L'INDEC a confirmé une hausse des prix de 2,1% en juillet, interrompant trois mois de ralentissement. Tandis que le gouvernement célèbre ce chiffre, des cabinets privés estiment ce qu'aurait indiqué l'indice avec le panier actualisé qui n'a pas été appliqué. Qu'est-ce que cela signifie pour le pouvoir d'achat ?

Un chiffre qui brise la série

L'Institut National de la Statistique et des Recensements (INDEC) – l'équivalent argentin de l'INSEE – a annoncé le 13 août 2026 que l'inflation de juillet s'établissait à 2,1% sur un mois, portant l'accumulé à 19,3% depuis le début de l'année 2026 et à 33,8% sur un an. Ce chiffre met fin à une série de trois mois de décélération (juin avait enregistré 1,9%) et se situe légèrement au-dessus des prévisions du marché (le REM – Relevamiento de Expectativas del Mercado, enquête mensuelle de la banque centrale auprès des analystes – anticipait 2%).

Le ministre de l'Économie, Luis Caputo, a souligné que la moyenne mobile sur trois mois est la plus basse depuis septembre 2025 et s'est félicité de la baisse historique des vêtements (-1,3%). Cependant, ce chiffre a sonné l'alarme au sein du gouvernement, qui espérait franchir le seuil symbolique des 2%.

Ce qui s'est passé avec les prix

Par catégorie, l'IPC Noyau (celui qui exclut les produits saisonniers et les tarifs réglementés) a augmenté de 1,8%, les produits saisonniers ont bondi de 4,5% (légumes, forfaits touristiques et hébergement) et les tarifs réglementés ont progressé de 2,1% (transports publics, mutuelles de santé privées et électricité).

Les postes ayant le plus augmenté sont :

  • Loisirs et culture : +5,0% (porté par les vacances d'hiver)
  • Restaurants et hôtels : +2,8%
  • Logement : +2,2%
  • Aliments et boissons : +2,0%

À l'inverse, Vêtements et chaussures : -1,3% (la plus forte baisse jamais enregistrée) et Boissons alcoolisées et tabac : +1,5%.

Le débat sur le nouveau panier de l'IPC

Alors que l'INDEC maintient la structure de pondération basée sur l'ENGHo 2004/05 (Enquête Nationale sur les Dépenses des Ménages), une mise à jour avec l'ENGHo 2017/18 était envisagée depuis janvier 2026, mais le gouvernement a décidé de ne pas l'appliquer.

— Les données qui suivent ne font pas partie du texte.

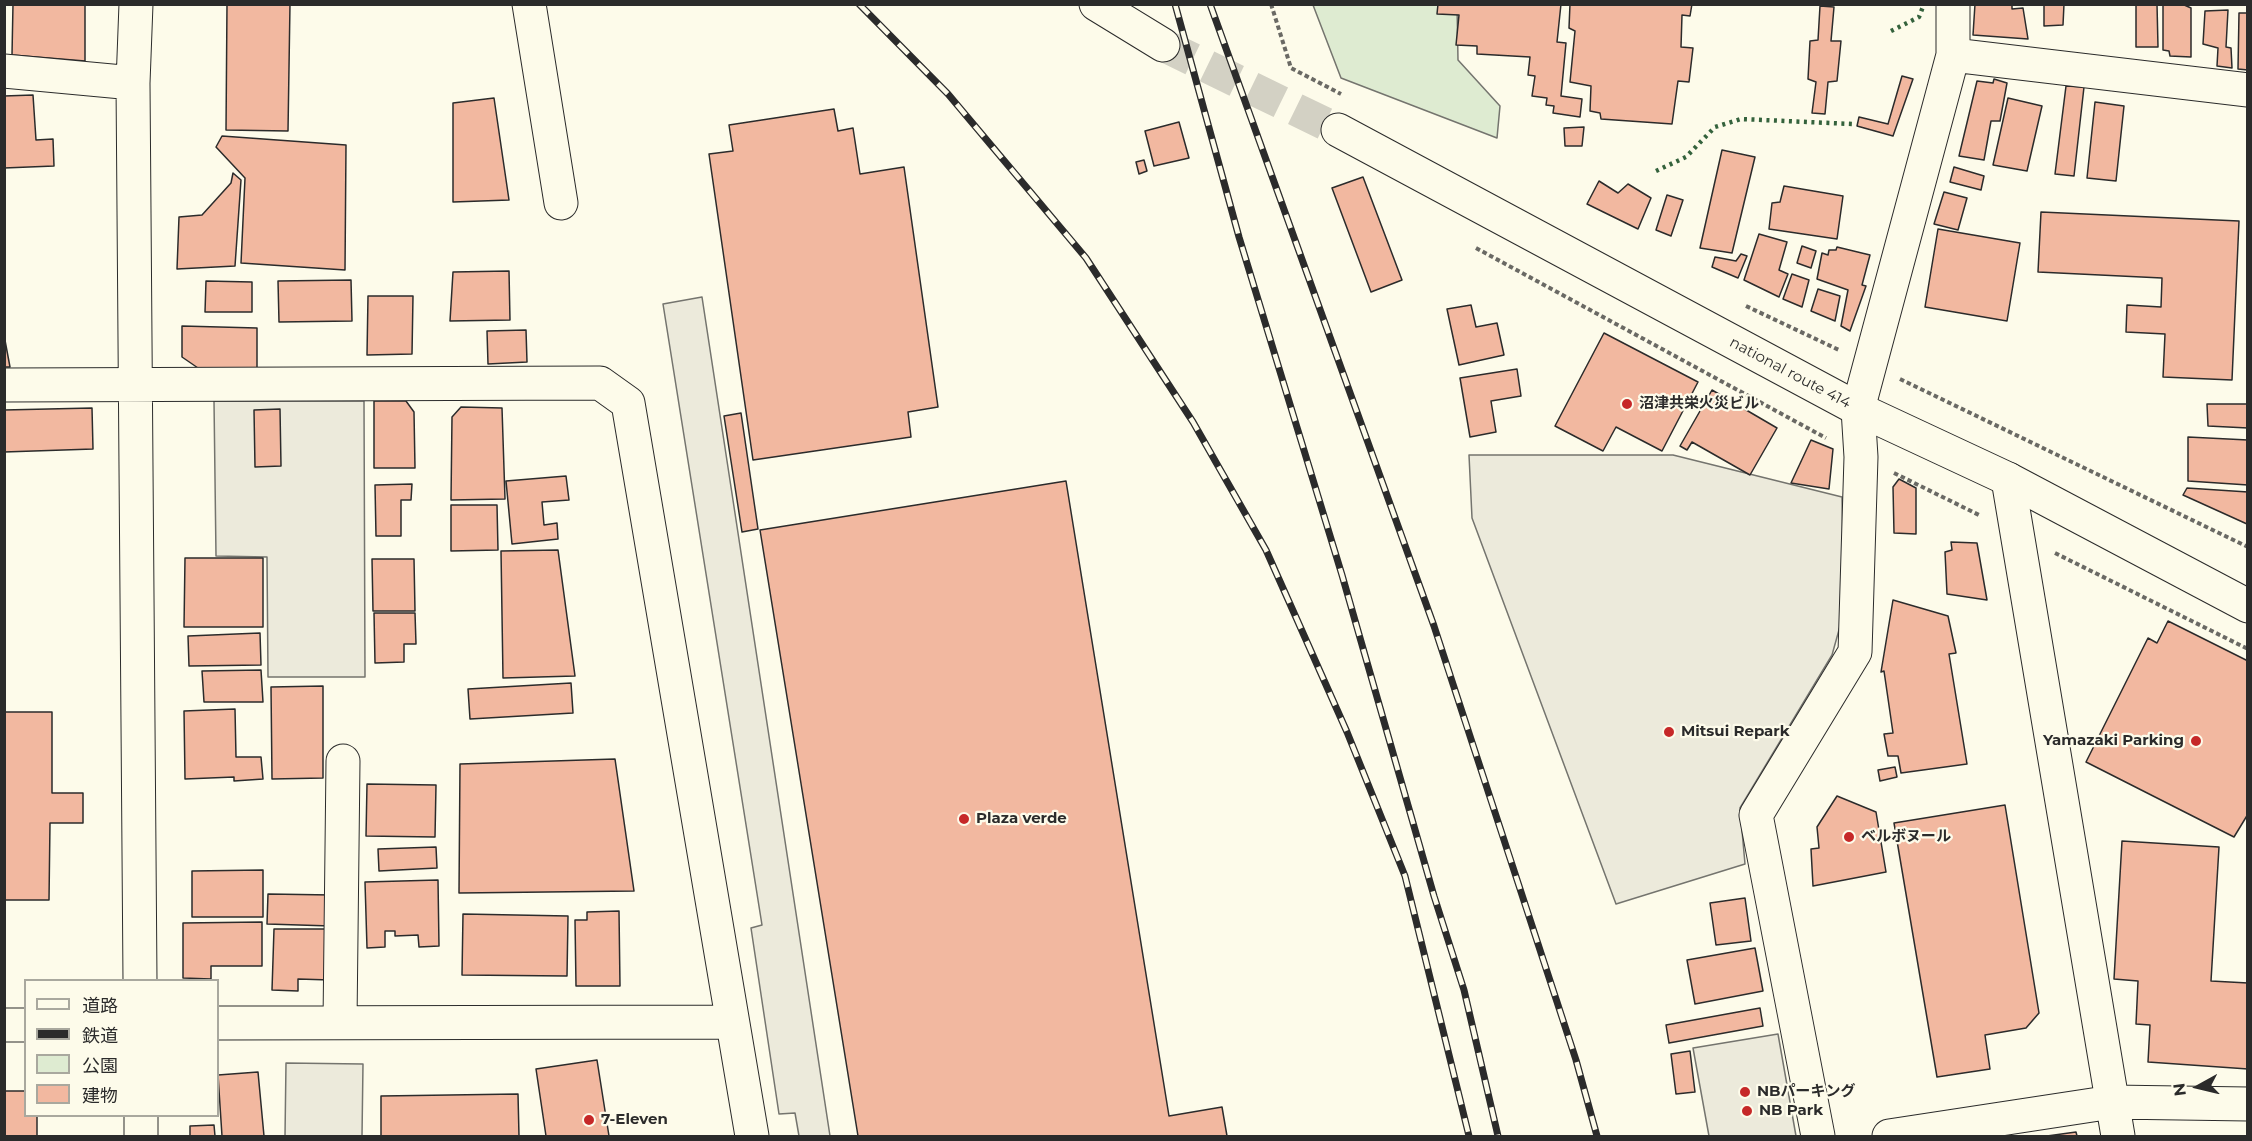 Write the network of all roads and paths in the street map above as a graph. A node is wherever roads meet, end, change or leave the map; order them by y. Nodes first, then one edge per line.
1 (136, 4) edge
2 (529, 4) edge
3 (1096, 4) edge
4 (1271, 4) edge
5 (1953, 4) edge
6 (1163, 45) tunnel mouth
7 (1953, 55) junction
8 (4, 71) edge
9 (133, 83) junction
10 (2247, 90) edge
11 (1343, 95) dead end
12 (1338, 130) tunnel mouth
13 (561, 204) dead end
14 (1739, 303) dead end
15 (1869, 364) junction
16 (136, 383) junction
17 (4, 385) edge
18 (1858, 409) junction
19 (2008, 479) junction
20 (2247, 547) edge
21 (2247, 606) edge
22 (343, 761) dead end
23 (140, 979) edge
24 (340, 1022) junction
25 (732, 1022) junction
26 (219, 1023) edge
27 (24, 1024) edge
28 (4, 1025) edge
29 (2112, 1102) junction
30 (2247, 1104) edge
31 (141, 1117) edge
32 (141, 1137) edge
33 (752, 1137) edge
34 (1818, 1137) edge
35 (1889, 1137) edge
36 (2118, 1137) edge

1 - 9 main road
2 - 13 main road
3 - 6 main road
4 - 11 path
5 - 7 main road
7 - 10 main road
7 - 15 main road
8 - 9 main road
9 - 16 main road
12 - 18 main road, national route 414
14 - 15 path
15 - 18 main road
15 - 20 path
16 - 17 main road
16 - 23 main road
16 - 25 main road
18 - 19 main road, national route 414
18 - 34 main road
19 - 21 main road, national route 414
19 - 29 main road
22 - 24 main road
24 - 25 main road
24 - 26 main road
25 - 33 main road
27 - 28 main road
29 - 30 main road
29 - 35 main road
29 - 36 main road
31 - 32 main road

Deux cabinets privés ont réalisé la simulation :

CabinetInflation juillet avec nouveau panierAccumulé 2026 avec nouveau panier
LCG2,5%21,3%
Equilibra2,1% (identique à l'officiel)20,5%

La différence réside dans le poids des services : dans le nouveau panier, le logement passe de 9,4% à 14,5%, les transports de 11% à 14,3% et les communications de 2,8% à 5,1%. Pendant ce temps, l'alimentation diminue de 26,9% à 22,7%. Comme en juillet les services ont augmenté de 3,1% et les biens de 1,6%, un panier accordant plus de poids aux services donne une inflation plus élevée.

Perspectives pour août et le reste de l'année

L'économiste Claudio Caprarulo, directeur du cabinet Analítica, prévoit que l'inflation d'août oscillera également autour de 2,1%, avec une première semaine de stabilité pour l'alimentation et les boissons en supermarché. « L'enjeu est de savoir si août parviendra à repasser sous les 2% », a-t-il déclaré à La Voz En Vivo.

Pour la fin de l'année, les projections situent l'inflation annuelle autour de 30%, encore loin de l'objectif officiel de 10,1% prévu au budget. Caprarulo a averti que, malgré le ralentissement, la consommation reste faible : le commerce électronique croît mais représente moins de 5% des ventes en supermarché, et l'investissement a de nouveau chuté au deuxième trimestre.

En résumé : les 2,1% de juillet laissent un goût amer-doux : d'un côté, ils confirment que la désinflation progresse (le taux annuel est le plus bas depuis 2022) ; de l'autre, ils montrent que le plancher des 2% est difficile à franchir et que le marché intérieur ne se redresse toujours pas. Le débat méthodologique sur l'IPC, quant à lui, est désormais bien installé et pourrait se rouvrir lorsque l'INDEC décidera d'actualiser son panier.

Sources : INDEC, Rosario3, Infobae, La Voz del Interior.